#### [EXERCISE AIM]
Give the records again. Keep them exact and leave out the images.

#### [DATA]

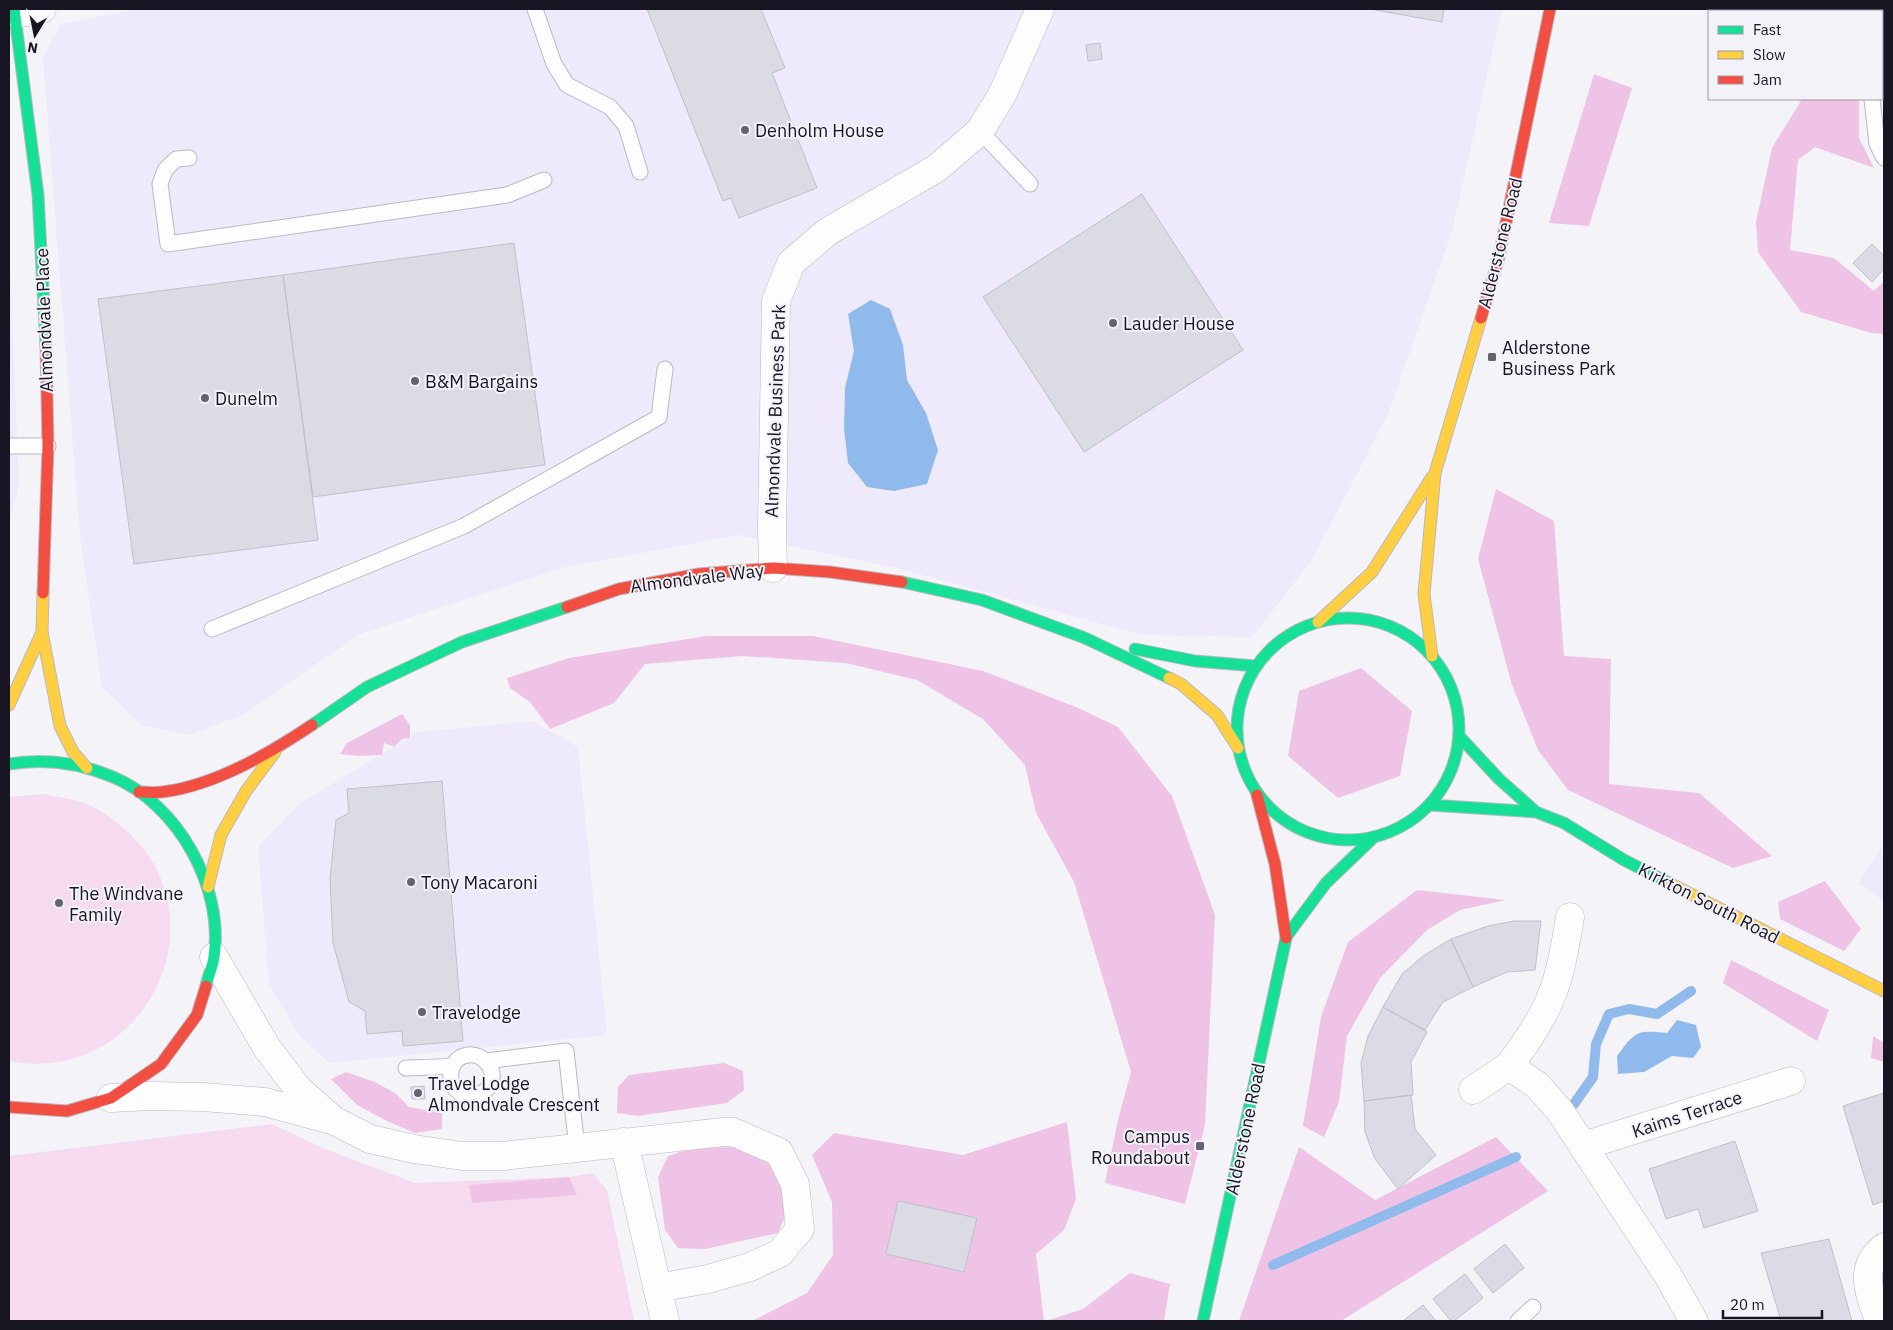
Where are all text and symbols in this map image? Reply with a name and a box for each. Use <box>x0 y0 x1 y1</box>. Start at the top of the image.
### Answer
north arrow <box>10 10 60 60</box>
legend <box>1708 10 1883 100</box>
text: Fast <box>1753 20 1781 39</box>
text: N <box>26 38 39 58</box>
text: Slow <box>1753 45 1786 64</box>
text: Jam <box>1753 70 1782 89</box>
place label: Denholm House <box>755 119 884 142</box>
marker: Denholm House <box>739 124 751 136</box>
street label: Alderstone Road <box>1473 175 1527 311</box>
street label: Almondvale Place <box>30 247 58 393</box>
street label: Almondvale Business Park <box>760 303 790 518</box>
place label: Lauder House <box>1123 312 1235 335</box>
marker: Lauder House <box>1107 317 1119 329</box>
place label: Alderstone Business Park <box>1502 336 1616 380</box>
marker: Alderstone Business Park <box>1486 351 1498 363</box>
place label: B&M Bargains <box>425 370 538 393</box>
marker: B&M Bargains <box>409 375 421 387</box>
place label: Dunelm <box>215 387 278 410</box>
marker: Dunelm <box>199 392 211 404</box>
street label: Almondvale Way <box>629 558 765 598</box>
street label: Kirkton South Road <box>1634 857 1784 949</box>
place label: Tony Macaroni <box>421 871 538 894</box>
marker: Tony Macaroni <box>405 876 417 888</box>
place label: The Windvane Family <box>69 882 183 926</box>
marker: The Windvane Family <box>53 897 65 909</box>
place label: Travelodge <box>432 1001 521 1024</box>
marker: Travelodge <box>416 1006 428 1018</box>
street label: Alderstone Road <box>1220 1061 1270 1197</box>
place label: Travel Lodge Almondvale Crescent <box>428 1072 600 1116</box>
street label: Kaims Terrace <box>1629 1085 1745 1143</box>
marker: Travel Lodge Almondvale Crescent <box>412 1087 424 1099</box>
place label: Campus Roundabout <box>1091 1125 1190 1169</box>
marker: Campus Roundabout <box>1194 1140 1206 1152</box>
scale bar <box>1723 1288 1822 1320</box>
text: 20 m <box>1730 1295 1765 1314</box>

#### [RESPONSE BOX]
Where are all text and symbols in this map image? Reply with a name and a box for each. Use <box>x0 y0 x1 y1</box>. Start at the top of the image.
### Answer
north arrow <box>10 10 60 60</box>
legend <box>1708 10 1883 100</box>
text: Fast <box>1753 20 1781 39</box>
text: N <box>26 38 39 58</box>
text: Slow <box>1753 45 1786 64</box>
text: Jam <box>1753 70 1782 89</box>
place label: Denholm House <box>755 119 884 142</box>
marker: Denholm House <box>739 124 751 136</box>
street label: Alderstone Road <box>1473 175 1527 311</box>
street label: Almondvale Place <box>30 247 58 393</box>
street label: Almondvale Business Park <box>760 303 790 518</box>
place label: Lauder House <box>1123 312 1235 335</box>
marker: Lauder House <box>1107 317 1119 329</box>
place label: Alderstone Business Park <box>1502 336 1616 380</box>
marker: Alderstone Business Park <box>1486 351 1498 363</box>
place label: B&M Bargains <box>425 370 538 393</box>
marker: B&M Bargains <box>409 375 421 387</box>
place label: Dunelm <box>215 387 278 410</box>
marker: Dunelm <box>199 392 211 404</box>
street label: Almondvale Way <box>629 558 765 598</box>
street label: Kirkton South Road <box>1634 857 1784 949</box>
place label: Tony Macaroni <box>421 871 538 894</box>
marker: Tony Macaroni <box>405 876 417 888</box>
place label: The Windvane Family <box>69 882 183 926</box>
marker: The Windvane Family <box>53 897 65 909</box>
place label: Travelodge <box>432 1001 521 1024</box>
marker: Travelodge <box>416 1006 428 1018</box>
street label: Alderstone Road <box>1220 1061 1270 1197</box>
place label: Travel Lodge Almondvale Crescent <box>428 1072 600 1116</box>
street label: Kaims Terrace <box>1629 1085 1745 1143</box>
marker: Travel Lodge Almondvale Crescent <box>412 1087 424 1099</box>
place label: Campus Roundabout <box>1091 1125 1190 1169</box>
marker: Campus Roundabout <box>1194 1140 1206 1152</box>
scale bar <box>1723 1288 1822 1320</box>
text: 20 m <box>1730 1295 1765 1314</box>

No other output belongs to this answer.